**RECORD SET:**
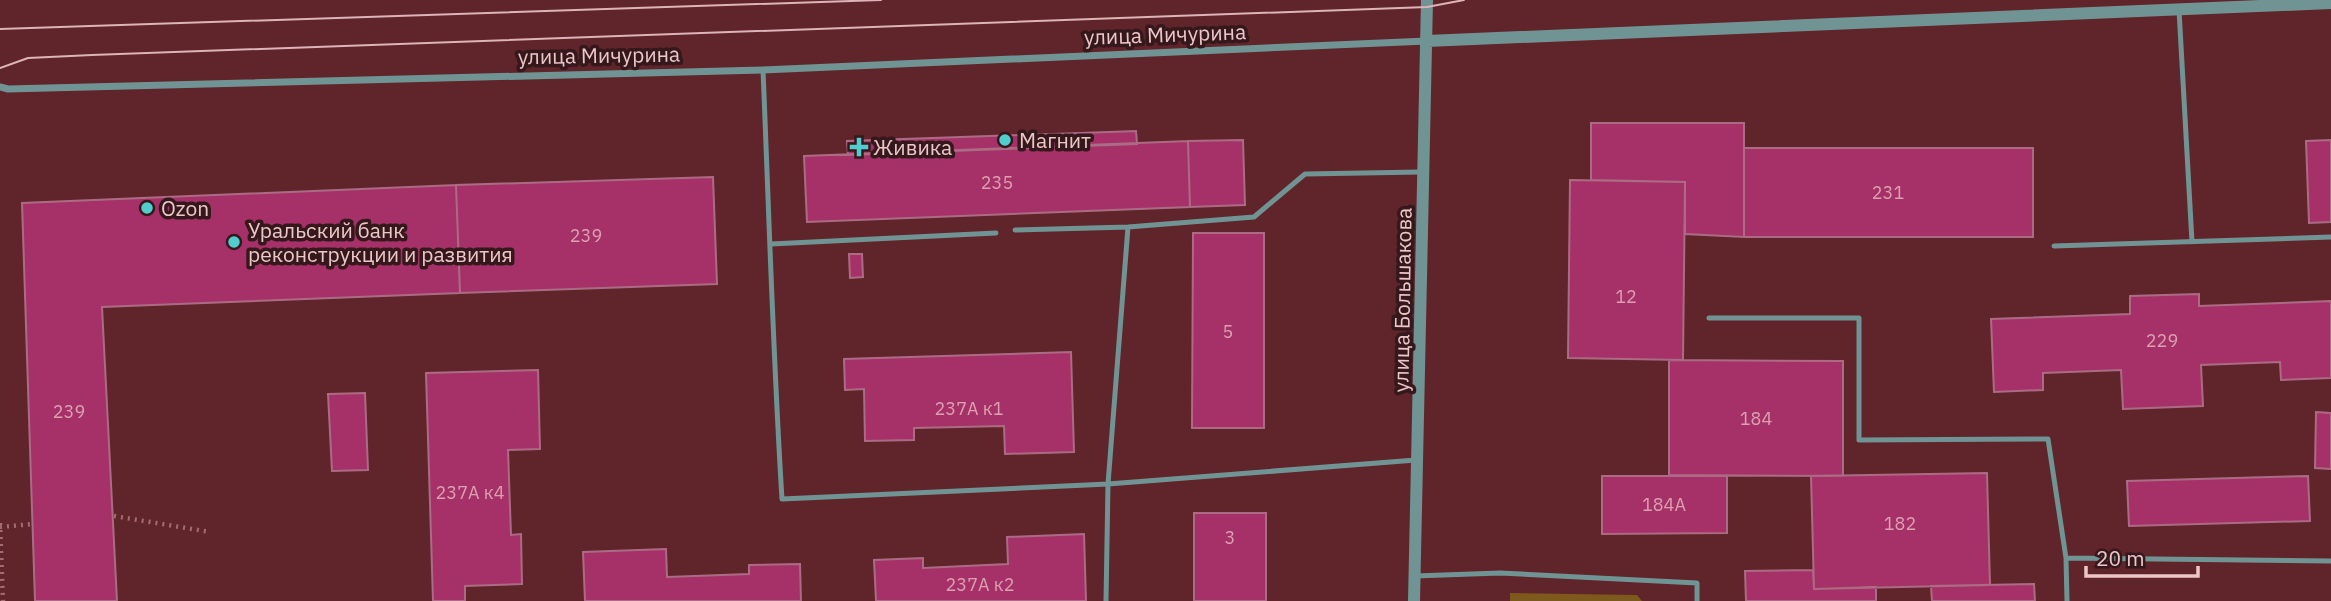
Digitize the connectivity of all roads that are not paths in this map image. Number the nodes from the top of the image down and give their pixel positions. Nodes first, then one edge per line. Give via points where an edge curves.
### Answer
1 (1427, 0) edge
2 (2331, 3) edge
3 (2179, 8) junction
4 (1427, 41) junction
5 (763, 70) junction
6 (3, 89) edge
7 (1424, 172) junction
8 (1128, 226) junction
9 (1016, 230) dead end
10 (996, 233) dead end
11 (2331, 237) edge
12 (2192, 242) junction
13 (771, 244) junction
14 (2054, 246) dead end
15 (1709, 318) dead end
16 (1418, 460) junction
17 (1108, 484) junction
18 (2066, 558) junction
19 (2331, 561) edge
20 (1415, 576) junction
21 (1106, 601) edge
22 (1414, 601) edge
23 (1697, 601) edge
24 (2067, 601) edge

1 - 4 street, улица Большакова
2 - 3 street, улица Мичурина
3 - 4 street, улица Мичурина
3 - 12 lane
4 - 5 street, улица Мичурина
4 - 7 street, улица Большакова
5 - 6 street, улица Мичурина
5 - 13 lane
7 - 8 lane via 1305,174 1254,217
7 - 16 street, улица Большакова
8 - 9 lane
8 - 17 lane
10 - 13 lane
11 - 12 lane
12 - 14 lane
13 - 17 lane via 782,499
15 - 18 lane via 1859,318 1859,440 2048,439
16 - 17 lane
16 - 20 street, улица Большакова
17 - 21 lane
18 - 19 lane
18 - 24 lane
20 - 22 street, улица Большакова
20 - 23 lane via 1500,573 1697,583

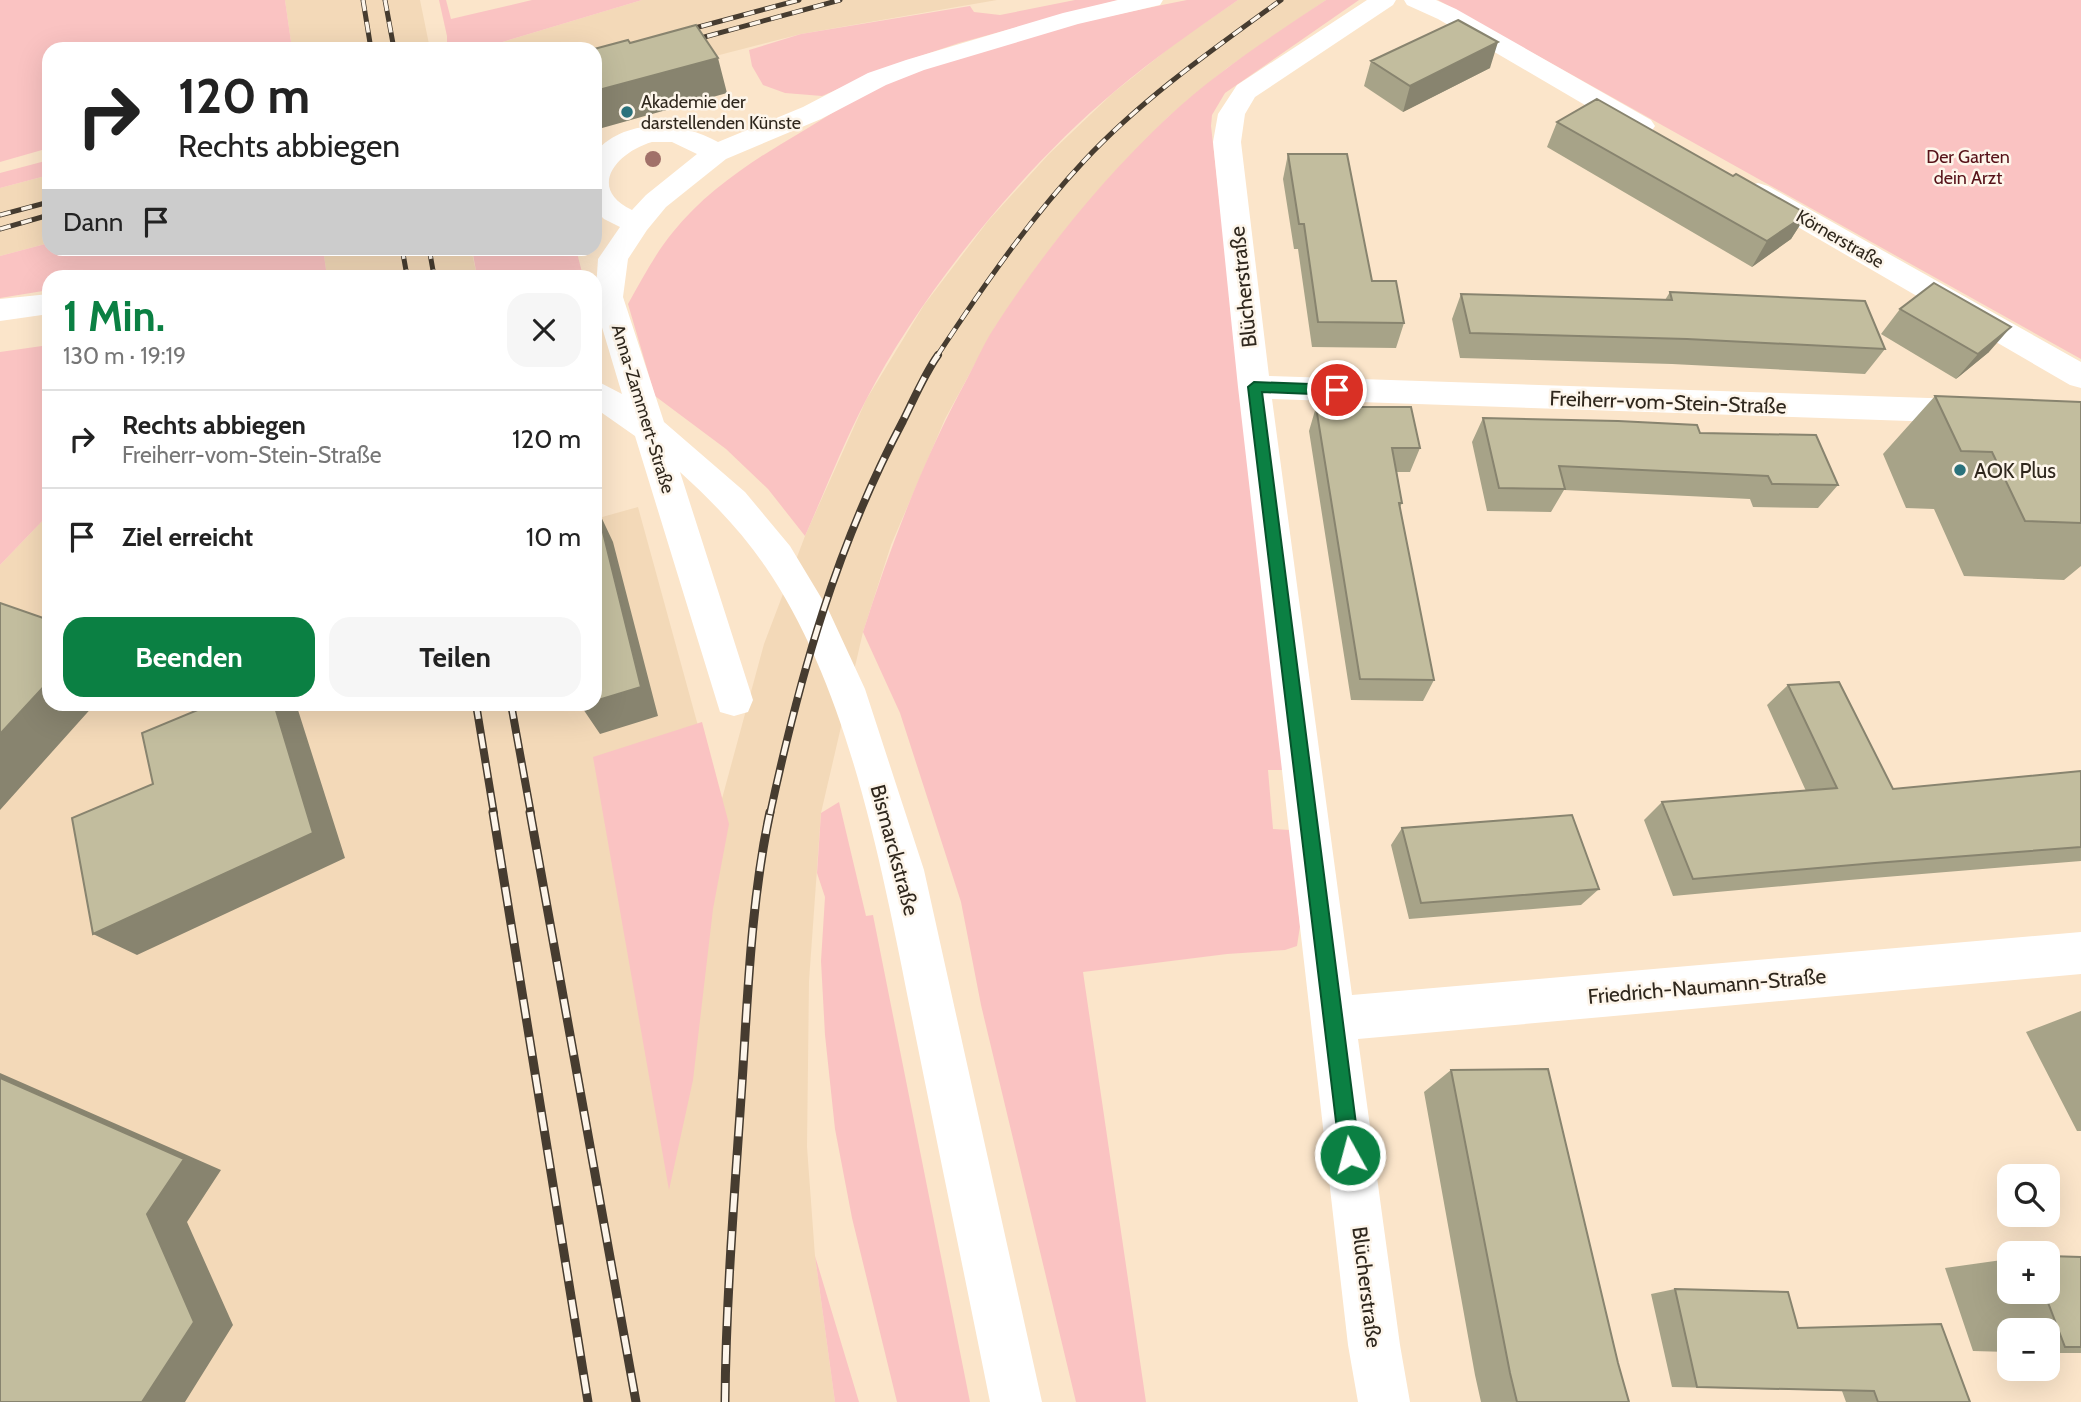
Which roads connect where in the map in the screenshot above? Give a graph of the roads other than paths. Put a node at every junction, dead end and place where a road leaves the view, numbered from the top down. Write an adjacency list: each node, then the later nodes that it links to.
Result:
1 (1151, 0): 5 (street, Anna-Zammert-Straße)
2 (1384, 0): 13 (street, Blücherstraße)
3 (1416, 0): 4 (street)
4 (1662, 137)
5 (716, 153): 6 (street); 9 (street, Anna-Zammert-Straße)
6 (602, 160)
7 (1734, 178): 12 (street, Körnerstraße)
8 (602, 199): 9 (street)
9 (637, 223): 16 (street, Anna-Zammert-Straße)
10 (42, 305): 11 (street)
11 (0, 310)
12 (2081, 377)
13 (1254, 387): 15 (street, Freiherr-vom-Stein-Straße); 18 (street, Blücherstraße)
14 (602, 397): 19 (street, Bismarckstraße)
15 (2081, 415)
16 (734, 700)
17 (2081, 954): 18 (street, Friedrich-Naumann-Straße)
18 (1334, 1019): 20 (street, Blücherstraße)
19 (1016, 1402)
20 (1384, 1402)

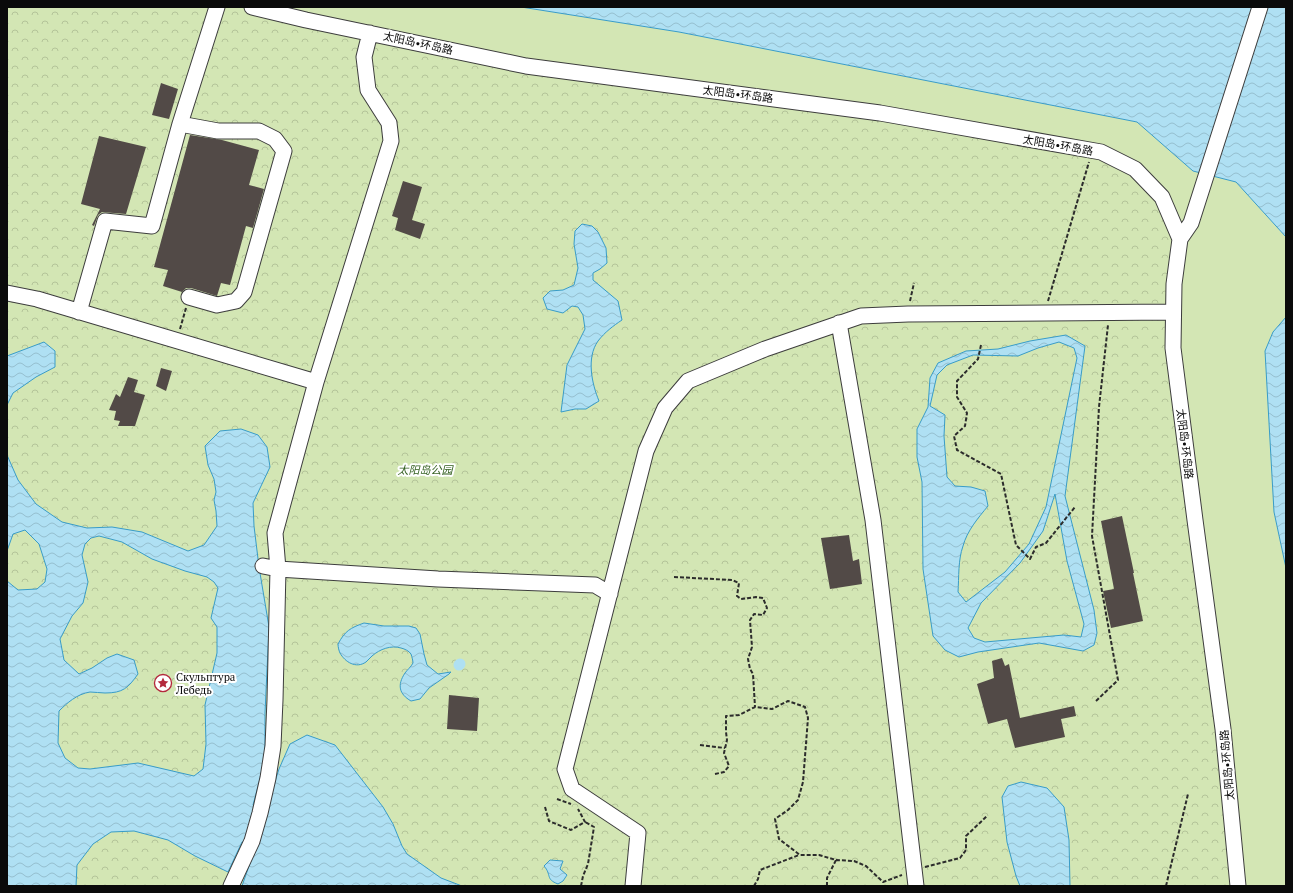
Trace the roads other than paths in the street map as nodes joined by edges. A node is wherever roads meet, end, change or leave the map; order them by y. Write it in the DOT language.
graph roads {
  1 [pos="217,7"];
  2 [pos="252,7"];
  3 [pos="1260,7"];
  4 [pos="370,33"];
  5 [pos="180,124"];
  6 [pos="1180,239"];
  7 [pos="7,293"];
  8 [pos="189,297"];
  9 [pos="79,312"];
  10 [pos="1173,312"];
  11 [pos="839,324"];
  12 [pos="316,382"];
  13 [pos="271,568"];
  14 [pos="610,594"];
  15 [pos="231,886"];
  16 [pos="633,886"];
  17 [pos="916,886"];
  18 [pos="1238,886"];
  1 -- 5 [label="street"];
  2 -- 4 [label="street, 太阳岛•环岛路"];
  3 -- 6 [label="street"];
  4 -- 6 [label="street, 太阳岛•环岛路"];
  4 -- 12 [label="street"];
  5 -- 8 [label="street"];
  5 -- 9 [label="street"];
  6 -- 10 [label="street, 太阳岛•环岛路"];
  7 -- 9 [label="street"];
  9 -- 12 [label="street"];
  10 -- 11 [label="street"];
  10 -- 18 [label="street, 太阳岛•环岛路"];
  11 -- 14 [label="street"];
  11 -- 17 [label="street"];
  12 -- 13 [label="street"];
  13 -- 14 [label="street"];
  13 -- 15 [label="street"];
  14 -- 16 [label="street"];
}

**INSTRUCTIONS TO FOLLOW:** Return each line from the data where the string "that" can be found.

**WRITTEN ANSWER:**
Digitize the connectivity of all roads that are not paths in this map image. Number the nodes from the top of the image down and give their pixel positions. Nodes first, then one edge per line. Give via points where an edge curves.
Which roads connect where in the map in the screenshot above? Give a graph of the roads other than paths. Put a node at every junction, dead end and place where a road leaves the view, numbered from the top down. Write an adjacency list: each node, then the later nodes that it links to.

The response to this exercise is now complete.